Distro installation on Gigabyte GA-J1900N-D3V - SATA IDE mode problems

Hello all,

I’m attempting to install the FreePBX distro on a brand new Gigabyte GA-J1900N-D3V board. The UEFI BIOS this board originally came with had many issues with booting anything other than Windows 8; however the “F2” BIOS update seems to have resolved these issues.

I am using the Syba CF to SATA adapter and have a Transcend TS32GCF400 CF card installed. I was able to successfully install FreePBX on this configuration but have found that the BIOS intermittently detects the CF adapter. Placing the SATA controller into IDE mode fixes the BIOS detection issue, but makes the adapter invisible to the Anaconda installer. When I launch the FreePBX installer in advanced mode and get to the partition portion of the wizard, the only installation target available is the installation media.

The “CSM” compatibility function in the BIOS is turned on and all devices are set to Legacy mode, but I’ve tried multiple combinations of UEFI and Legacy with no luck.

This seems to be a driver issue with CentOS to me. My uninformed assumption would be that switching the SATA controller to IDE would make it even easier to detect from a compatibility standpoint. I found a forum post elsewhere that mentioned starting the installer with a “all-generic-ide” option of some sort. Is there any merit to that?

Any thoughts on this? Any assistance is much appreciated. Thank you!

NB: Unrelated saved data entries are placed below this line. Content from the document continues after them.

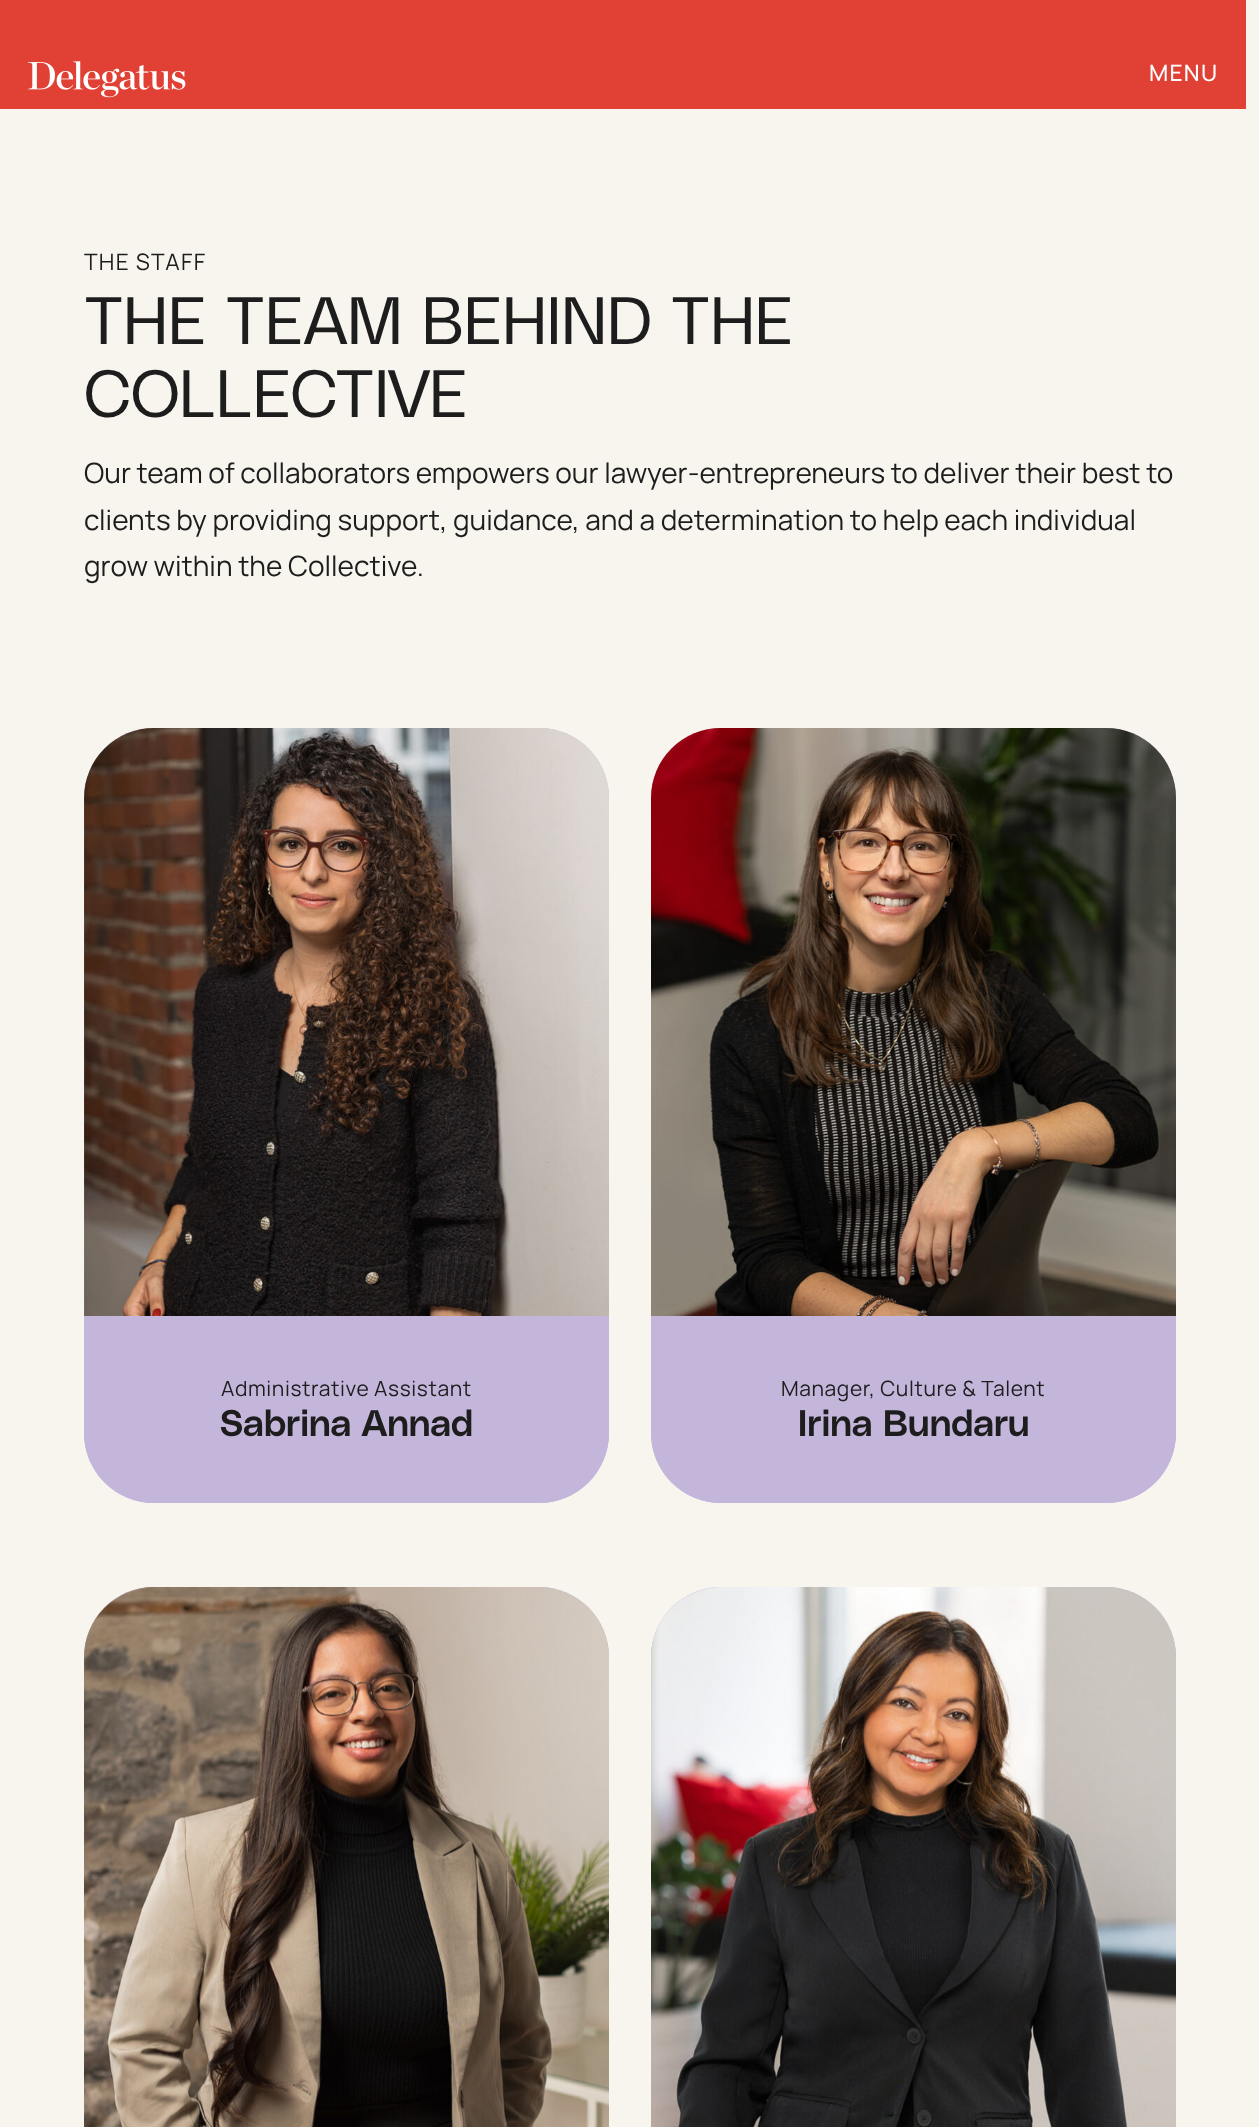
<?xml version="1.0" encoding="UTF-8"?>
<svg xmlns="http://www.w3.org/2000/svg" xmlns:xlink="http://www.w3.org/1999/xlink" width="1259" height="2127">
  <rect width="100%" height="100%" fill="#f7f5ee" />
  <rect width="1246" height="109" fill="#e14135" />
  <image x="28" y="61" width="158" height="37" xlink:href="image1.png" />
  <rect x="84" y="728" width="525" height="775" rx="70" fill="#c4b5db" />
  <image x="84" y="728" width="525" height="588" xlink:href="image2.png" />
  <path d="M 84 1316 h 525 v 117 c 0 38.5 -31.5 70 -70 70 h -385 c -38.5 0 -70 -31.5 -70 -70 z" fill="#c4b5db" />
  <rect x="651" y="728" width="525" height="775" rx="70" fill="#c4b5db" />
  <image x="651" y="728" width="525" height="588" xlink:href="image3.png" />
  <path d="M 651 1316 h 525 v 117 c 0 38.5 -31.5 70 -70 70 h -385 c -38.5 0 -70 -31.5 -70 -70 z" fill="#c4b5db" />
  <path d="M 154 1587 h 385 c 38.5 0 70 31.5 70 70 v 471 h -525 v -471 c 0 -38.5 31.5 -70 70 -70 z" fill="#c4b5db" />
  <image x="84" y="1587" width="525" height="540" xlink:href="image4.png" />
  <path d="M 721 1587 h 385 c 38.5 0 70 31.5 70 70 v 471 h -525 v -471 c 0 -38.5 31.5 -70 70 -70 z" fill="#c4b5db" />
  <image x="651" y="1587" width="525" height="540" xlink:href="image5.png" />
  <text x="1149" y="81" style="font-family: Manrope; font-size: 22.75px; font-weight: 500; letter-spacing: 1.25px; fill: #ffffff">MENU</text>
  <text x="84" y="270" style="font-family: Manrope; font-size: 22.75px; letter-spacing: 1.25px; fill: #1d1d1d">THE STAFF</text>
  <text x="84" y="344" style="font-family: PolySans; font-size: 66.5px; font-weight: 300; fill: #1d1d1d">THE TEAM BEHIND THE</text>
  <text x="84" y="417" style="font-family: PolySans; font-size: 66.5px; font-weight: 300; fill: #1d1d1d">COLLECTIVE</text>
  <text x="84" y="483" style="font-family: Manrope; font-size: 28px; fill: #1d1d1d">Our team of collaborators empowers our lawyer-entrepreneurs to deliver their best to</text>
  <text x="84" y="530" style="font-family: Manrope; font-size: 28px; fill: #1d1d1d">clients by providing support, guidance, and a determination to help each individual</text>
  <text x="84" y="576" style="font-family: Manrope; font-size: 28px; fill: #1d1d1d">grow within the Collective.</text>
  <text x="221" y="1396" style="font-family: Manrope; font-size: 21px; letter-spacing: 0.6px; fill: #1d1d1d">Administrative Assistant</text>
  <text x="220" y="1436" style="font-family: PolySans; font-size: 36.75px; font-weight: 600; fill: #1d1d1d">Sabrina Annad</text>
  <text x="781" y="1396" style="font-family: Manrope; font-size: 21px; letter-spacing: 0.6px; fill: #1d1d1d">Manager, Culture &amp; Talent</text>
  <text x="798" y="1436" style="font-family: PolySans; font-size: 36.75px; font-weight: 600; fill: #1d1d1d">Irina Bundaru</text>
</svg>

I forgot to add that this is FreePBX Stable-5.211.65-11. Asterisk version doesn’t matter as in this case the problem is basic installation.

It should be noted that I was just able to install Ubuntu 14.04 LTS without any hardware detection issues with the same BIOS settings (IDE mode, CSM enabled, Legacy modes for all hardware). Is Ubuntu packaging more drivers that the FreePBX distro?

Just installed the latest version of FreePBX Distro last week. I have noticed that with FreePBX Distro, the hardware support is not … ideal. I had to use the “no RAID” mode on a Dell Optiplex 780 that had Intel hardware RAID enabled, just to see the LUN. (yes, I am aware that FreePBX is referring to software RAID) I also have had an issue where it doesn’t want to partition a completely empty drive, and had to switch over to command-line to create a partition (and thus a partition table) so that the installer would continue.

Do either of these suggestions help? The CF to SATA adapter not showing up in the BIOS seems rather suspicious. I have heard that CF to IDE / SATA adapters can be pretty flaky, depending upon the chipset in the CF card. Specifically, I have a Transcend -> IDE setup that kept throwing errors.

I recommend you go with a mSATA -> SATA adapter and a mSATA card, if you’re looking for a really small solution.